Dysregulated ACE/Ang II And ACE2/Ang 1‐7 Signalling Provokes Cardiovascular and Neuroinflammatory Outcomes of Endotoxemia in Weaning Preeclamptic Rats

Weaning preeclamptic (PE) rats exhibit exaggerated endotoxic signs of hypotension and cardiac autonomic neuropathy. Considering the role of renin‐angiotensin system (RAS) in maternal programming during PE, we investigated the hypothesis that gestational modulation of offensive (Ang II) and defensive (Ang 1‐7) components of RAS alleviates cardiovascular hyperresponsiveness of weaning PE mothers to postpartum endotoxemia. PE was induced by treating pregnant rats with L‐NAME for 7 days starting from gestational day 14. The PE‐associated elevations in gestational blood pressure and proteinuria were reduced after gestational treatment with Ang 1‐7 (Ang II‐derived vasodilator), losartan (AT1 receptor antagonist), pioglitazone (RAS modulator), or combined losartan/pioglitazone, with the latter being the most effective. In weaning PE rats, the hypotension and enhanced spectral index of cardiac parasympathetic dominance caused by i.v. lipopolysaccharides (LPS, 5 mg/kg) were attenuated by all therapies; Ang 1‐7 was the least effective in reducing LPS hypotension. Pioglitazone and Ang 1‐7 were more effective in reversing increases and decreases in left ventricular contractility and isovolumic relaxation time constant, respectively, seen in endotoxic PE mothers. Immunohistochemically, cardiac, but not brainstem rostral ventrolateral medulla (RVLM), TLR‐4 expression was increased in endotoxic PE rats and this effect was abrogated by Ang 1‐7 or losartan/pioglitazone.

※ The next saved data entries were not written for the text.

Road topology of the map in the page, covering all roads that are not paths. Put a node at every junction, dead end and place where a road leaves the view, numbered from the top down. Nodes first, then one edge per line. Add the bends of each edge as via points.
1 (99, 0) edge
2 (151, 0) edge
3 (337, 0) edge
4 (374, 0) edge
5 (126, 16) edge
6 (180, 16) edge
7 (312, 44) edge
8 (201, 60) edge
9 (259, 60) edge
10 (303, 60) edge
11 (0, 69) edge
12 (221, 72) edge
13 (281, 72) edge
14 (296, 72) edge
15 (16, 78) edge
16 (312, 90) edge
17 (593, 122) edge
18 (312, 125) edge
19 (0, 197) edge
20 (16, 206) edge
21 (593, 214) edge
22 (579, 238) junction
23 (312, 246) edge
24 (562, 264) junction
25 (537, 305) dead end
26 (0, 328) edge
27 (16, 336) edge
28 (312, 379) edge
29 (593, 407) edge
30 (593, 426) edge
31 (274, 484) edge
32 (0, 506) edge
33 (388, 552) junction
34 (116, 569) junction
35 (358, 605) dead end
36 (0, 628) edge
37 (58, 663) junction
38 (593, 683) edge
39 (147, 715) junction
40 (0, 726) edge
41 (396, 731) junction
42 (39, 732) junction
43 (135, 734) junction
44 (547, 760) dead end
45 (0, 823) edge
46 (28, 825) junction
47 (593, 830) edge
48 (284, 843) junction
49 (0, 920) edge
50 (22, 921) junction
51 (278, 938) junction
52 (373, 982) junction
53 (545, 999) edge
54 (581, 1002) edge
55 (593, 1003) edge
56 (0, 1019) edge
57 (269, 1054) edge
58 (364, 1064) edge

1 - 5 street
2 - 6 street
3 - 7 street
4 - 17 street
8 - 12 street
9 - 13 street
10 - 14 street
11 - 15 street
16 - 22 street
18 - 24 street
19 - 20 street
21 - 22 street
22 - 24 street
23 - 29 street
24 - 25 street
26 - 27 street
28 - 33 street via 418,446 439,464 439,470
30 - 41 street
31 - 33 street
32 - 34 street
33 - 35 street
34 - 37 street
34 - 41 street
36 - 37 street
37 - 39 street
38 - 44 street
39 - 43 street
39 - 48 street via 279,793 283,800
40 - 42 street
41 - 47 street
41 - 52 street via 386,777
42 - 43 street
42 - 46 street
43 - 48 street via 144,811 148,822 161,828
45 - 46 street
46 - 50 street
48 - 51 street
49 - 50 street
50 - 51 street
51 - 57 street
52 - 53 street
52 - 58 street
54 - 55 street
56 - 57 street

The same treatments blunted the increased cardiac ACE expression, whereas only losartan/pioglitazone lowered the upregulated RVLM ACE expression. ACE2 expression was decreased in RVLM, but not heart, and this was preferentially reversed by Ang 1‐7. Overall, the rectification of ACE/Ang II and ACE2/Ang 1‐7 imbalances alleviates sensitized cardiovascular and inflammatory actions of endotoxemia in weaning PE mothers.